Este entendido de subjetividad participa o en parte es posible debido a una inclinación. Esta inclinación va a ser definida por Kant (2001) como una propensión al mal existente en la naturaleza humana. Allí existe un apetito habitual concupiscente que forja un camino propicio para que sean moduladas la contingente humanidad y su relación directa con el mal, y que dota del espacio propicio para su desarrollo. Kant (1992) ha sido claro en sostener que el mal habita en el corazón humano, allí ha asentado su dominio.
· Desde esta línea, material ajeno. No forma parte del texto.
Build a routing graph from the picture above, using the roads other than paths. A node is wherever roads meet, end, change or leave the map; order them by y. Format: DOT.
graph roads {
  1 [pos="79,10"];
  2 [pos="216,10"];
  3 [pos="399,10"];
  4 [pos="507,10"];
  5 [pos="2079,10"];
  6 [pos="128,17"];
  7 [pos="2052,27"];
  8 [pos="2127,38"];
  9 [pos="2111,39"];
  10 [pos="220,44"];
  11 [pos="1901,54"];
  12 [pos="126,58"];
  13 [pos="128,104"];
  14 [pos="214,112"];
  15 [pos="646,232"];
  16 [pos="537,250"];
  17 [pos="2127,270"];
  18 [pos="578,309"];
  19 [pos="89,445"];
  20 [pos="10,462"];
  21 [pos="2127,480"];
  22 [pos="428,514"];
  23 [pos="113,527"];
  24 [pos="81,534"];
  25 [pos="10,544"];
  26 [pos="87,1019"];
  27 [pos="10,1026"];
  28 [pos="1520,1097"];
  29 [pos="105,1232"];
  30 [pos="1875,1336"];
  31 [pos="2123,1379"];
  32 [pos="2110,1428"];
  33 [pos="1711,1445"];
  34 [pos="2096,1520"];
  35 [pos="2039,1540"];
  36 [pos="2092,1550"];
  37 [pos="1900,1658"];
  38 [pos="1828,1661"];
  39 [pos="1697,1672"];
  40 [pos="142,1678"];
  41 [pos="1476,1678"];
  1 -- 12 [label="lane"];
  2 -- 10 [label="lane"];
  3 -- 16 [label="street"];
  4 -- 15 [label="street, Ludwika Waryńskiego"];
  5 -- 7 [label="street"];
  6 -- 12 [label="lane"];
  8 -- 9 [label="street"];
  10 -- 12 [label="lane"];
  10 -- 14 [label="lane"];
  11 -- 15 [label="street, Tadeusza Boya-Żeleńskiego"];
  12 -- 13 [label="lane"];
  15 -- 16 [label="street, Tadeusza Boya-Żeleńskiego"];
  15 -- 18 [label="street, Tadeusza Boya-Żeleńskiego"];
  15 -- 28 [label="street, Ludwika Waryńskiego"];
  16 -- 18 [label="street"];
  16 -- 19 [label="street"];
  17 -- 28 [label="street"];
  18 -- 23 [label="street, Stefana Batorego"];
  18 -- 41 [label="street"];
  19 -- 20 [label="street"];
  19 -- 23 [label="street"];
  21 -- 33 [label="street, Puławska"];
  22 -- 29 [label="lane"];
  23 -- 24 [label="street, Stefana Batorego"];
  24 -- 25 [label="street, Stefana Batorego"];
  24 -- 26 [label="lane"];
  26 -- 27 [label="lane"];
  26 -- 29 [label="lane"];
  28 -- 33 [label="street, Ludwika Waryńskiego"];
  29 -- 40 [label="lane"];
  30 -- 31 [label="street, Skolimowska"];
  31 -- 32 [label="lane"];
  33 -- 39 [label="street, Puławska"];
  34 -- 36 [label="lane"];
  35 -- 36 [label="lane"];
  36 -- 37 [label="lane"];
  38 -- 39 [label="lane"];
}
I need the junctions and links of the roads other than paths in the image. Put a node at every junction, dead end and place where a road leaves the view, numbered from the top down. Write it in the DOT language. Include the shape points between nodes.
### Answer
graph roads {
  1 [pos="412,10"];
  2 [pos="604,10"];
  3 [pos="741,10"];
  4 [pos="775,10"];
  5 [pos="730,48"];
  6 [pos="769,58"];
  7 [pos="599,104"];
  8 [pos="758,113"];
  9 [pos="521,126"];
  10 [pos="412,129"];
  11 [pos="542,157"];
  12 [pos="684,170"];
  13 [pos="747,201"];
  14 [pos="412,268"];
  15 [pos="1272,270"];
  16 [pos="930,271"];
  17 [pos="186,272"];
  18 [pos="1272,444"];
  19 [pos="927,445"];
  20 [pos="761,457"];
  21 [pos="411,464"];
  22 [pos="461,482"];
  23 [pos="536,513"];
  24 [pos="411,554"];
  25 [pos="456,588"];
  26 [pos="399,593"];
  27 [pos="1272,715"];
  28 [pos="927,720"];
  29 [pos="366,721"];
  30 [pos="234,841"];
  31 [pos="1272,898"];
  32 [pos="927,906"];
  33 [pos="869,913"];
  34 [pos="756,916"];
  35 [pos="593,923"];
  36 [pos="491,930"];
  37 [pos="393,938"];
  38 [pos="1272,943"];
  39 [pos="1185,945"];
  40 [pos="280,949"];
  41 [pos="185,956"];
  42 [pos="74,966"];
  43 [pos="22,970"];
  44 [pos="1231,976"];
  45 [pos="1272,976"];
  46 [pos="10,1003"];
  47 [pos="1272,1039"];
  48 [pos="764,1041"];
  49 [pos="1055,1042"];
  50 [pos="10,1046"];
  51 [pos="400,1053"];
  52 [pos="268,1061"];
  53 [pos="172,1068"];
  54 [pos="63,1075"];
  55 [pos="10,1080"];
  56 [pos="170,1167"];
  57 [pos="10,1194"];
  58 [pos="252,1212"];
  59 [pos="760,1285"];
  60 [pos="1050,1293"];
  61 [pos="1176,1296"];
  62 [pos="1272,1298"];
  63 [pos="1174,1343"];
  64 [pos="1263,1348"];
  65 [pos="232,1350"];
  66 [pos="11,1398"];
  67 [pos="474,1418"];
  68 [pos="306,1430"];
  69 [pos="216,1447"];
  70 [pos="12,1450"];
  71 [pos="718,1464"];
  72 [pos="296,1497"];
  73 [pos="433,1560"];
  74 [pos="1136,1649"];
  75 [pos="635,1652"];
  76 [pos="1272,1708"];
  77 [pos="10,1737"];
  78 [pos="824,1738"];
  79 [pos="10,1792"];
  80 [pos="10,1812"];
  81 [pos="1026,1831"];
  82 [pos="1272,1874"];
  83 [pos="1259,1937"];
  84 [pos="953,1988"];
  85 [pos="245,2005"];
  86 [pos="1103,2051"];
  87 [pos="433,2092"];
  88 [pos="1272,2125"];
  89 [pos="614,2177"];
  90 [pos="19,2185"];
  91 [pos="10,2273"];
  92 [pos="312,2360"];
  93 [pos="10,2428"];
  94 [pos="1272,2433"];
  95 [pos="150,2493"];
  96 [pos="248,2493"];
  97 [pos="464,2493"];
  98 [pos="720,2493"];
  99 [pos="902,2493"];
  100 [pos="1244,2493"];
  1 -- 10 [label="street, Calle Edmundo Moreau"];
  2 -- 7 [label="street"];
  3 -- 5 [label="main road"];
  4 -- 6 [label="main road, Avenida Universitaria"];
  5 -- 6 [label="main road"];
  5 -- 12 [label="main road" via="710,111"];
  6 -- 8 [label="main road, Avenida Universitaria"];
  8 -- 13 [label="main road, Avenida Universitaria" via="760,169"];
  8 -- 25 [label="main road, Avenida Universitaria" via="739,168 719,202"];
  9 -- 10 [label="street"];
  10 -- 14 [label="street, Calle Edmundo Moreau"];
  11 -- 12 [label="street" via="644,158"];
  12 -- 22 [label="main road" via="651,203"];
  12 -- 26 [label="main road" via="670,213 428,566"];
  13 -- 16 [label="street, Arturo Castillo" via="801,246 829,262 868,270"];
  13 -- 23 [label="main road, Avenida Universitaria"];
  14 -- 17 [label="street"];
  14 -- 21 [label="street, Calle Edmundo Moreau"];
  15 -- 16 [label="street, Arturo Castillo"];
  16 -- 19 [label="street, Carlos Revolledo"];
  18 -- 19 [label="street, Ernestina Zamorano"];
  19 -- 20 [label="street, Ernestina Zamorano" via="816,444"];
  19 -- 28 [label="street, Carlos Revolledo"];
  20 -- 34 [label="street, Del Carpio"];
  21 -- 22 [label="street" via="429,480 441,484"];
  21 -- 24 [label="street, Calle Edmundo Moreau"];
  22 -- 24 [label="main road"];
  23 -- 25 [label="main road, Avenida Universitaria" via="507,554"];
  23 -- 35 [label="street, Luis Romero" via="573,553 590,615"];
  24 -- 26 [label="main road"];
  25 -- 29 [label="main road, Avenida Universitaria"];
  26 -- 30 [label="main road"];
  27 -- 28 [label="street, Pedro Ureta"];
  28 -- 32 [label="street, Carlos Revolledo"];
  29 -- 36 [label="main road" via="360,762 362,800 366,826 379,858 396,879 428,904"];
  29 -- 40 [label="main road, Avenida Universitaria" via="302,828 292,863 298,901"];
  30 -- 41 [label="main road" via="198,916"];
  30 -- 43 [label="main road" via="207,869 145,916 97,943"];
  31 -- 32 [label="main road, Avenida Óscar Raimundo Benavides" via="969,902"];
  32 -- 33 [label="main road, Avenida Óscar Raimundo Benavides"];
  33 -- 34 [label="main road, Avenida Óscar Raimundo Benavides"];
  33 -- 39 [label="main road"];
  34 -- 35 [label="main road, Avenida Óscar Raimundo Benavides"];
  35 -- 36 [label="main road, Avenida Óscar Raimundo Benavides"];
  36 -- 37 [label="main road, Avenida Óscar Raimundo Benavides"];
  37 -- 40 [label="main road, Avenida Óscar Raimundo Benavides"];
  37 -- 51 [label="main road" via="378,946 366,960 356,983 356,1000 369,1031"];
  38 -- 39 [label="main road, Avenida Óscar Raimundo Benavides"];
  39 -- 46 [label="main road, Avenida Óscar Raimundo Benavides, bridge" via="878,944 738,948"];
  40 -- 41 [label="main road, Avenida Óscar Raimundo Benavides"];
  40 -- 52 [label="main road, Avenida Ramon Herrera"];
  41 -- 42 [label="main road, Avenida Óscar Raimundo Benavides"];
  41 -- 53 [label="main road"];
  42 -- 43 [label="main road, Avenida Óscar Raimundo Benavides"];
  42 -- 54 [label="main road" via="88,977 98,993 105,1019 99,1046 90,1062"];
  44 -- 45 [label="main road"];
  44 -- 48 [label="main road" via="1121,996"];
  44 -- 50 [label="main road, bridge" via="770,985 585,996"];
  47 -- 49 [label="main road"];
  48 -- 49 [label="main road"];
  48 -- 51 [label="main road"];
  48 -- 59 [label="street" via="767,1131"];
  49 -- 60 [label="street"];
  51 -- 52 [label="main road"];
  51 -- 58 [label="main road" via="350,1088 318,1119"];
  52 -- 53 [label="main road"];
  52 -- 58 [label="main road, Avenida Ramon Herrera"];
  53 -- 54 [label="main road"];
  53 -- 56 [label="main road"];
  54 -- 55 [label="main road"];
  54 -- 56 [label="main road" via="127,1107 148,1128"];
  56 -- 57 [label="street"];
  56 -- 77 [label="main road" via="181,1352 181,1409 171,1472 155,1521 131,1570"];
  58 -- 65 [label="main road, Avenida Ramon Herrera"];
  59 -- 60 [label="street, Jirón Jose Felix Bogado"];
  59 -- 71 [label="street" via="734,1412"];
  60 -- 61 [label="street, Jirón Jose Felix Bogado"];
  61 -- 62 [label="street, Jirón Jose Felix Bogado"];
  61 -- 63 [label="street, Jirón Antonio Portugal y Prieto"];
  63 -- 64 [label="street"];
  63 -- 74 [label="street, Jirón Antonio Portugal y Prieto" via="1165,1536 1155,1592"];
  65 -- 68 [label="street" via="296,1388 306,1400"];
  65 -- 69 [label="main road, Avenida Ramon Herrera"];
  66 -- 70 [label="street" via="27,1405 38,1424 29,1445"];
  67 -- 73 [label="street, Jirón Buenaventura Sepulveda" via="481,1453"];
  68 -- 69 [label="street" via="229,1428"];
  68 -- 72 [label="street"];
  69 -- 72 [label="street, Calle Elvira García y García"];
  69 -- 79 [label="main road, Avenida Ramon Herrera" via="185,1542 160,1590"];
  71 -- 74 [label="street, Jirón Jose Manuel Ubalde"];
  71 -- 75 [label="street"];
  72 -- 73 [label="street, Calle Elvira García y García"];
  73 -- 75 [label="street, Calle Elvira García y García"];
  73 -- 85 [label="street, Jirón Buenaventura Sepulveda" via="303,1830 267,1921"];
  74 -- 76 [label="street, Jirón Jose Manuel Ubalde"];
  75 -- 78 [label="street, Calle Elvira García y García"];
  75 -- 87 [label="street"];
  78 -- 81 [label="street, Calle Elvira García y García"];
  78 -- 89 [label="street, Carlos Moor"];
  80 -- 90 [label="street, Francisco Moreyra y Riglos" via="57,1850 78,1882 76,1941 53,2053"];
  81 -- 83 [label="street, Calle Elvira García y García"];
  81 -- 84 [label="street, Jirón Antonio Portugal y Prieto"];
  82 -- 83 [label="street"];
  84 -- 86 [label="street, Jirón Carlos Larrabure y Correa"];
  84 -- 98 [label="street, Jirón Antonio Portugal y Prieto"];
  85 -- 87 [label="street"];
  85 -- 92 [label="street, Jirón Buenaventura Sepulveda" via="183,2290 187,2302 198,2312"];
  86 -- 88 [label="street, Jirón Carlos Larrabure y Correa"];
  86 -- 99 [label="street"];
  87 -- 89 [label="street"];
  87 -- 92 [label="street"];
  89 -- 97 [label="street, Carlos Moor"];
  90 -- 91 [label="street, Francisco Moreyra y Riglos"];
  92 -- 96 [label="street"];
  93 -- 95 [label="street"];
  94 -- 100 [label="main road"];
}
En esta disposición, el hombre ha hecho visible el dominio que ejerce el mal sobre sí.

El dominio del mal posibilita una desviación de las máximas y, con ello, reafirma su propensión justo por tres razones: a) la debilidad del corazón en el seguimiento de las máximas adoptadas, es decir, la fragilidad con que se nos presenta la naturaleza humana; b) la propensión a mezclar motivos impulsores inmorales con los morales, esto es, la impureza; c) la propensión a la adopción de máximas malas, es decir, la malignidad de la naturaleza humana o del corazón humano.

A decir verdad, el lenguaje del mal aparece como justificación respecto de las acciones injustas4. En el primer apartado de la fragilidad que refiere Kant aparece la influencia de la letra como cierta, pero a la vez difícil de sobrellevar en la práctica, lo que bien supondría ese estar contrario en la forma en que se comunica el mal. En otras palabras, la misma representación es sensata, y puede ser y existir como ley que, se supone, es asumida por el individuo. Sin embargo, en el plano más práctico, la acción no se corresponde, lo cual significa que el lenguaje lógico de actuación contiene un motivo impulsor superable que implicaría la existencia de un lenguaje distinto, es decir, la aparición del lenguaje del mal y sus formas de hacerse manifiesto.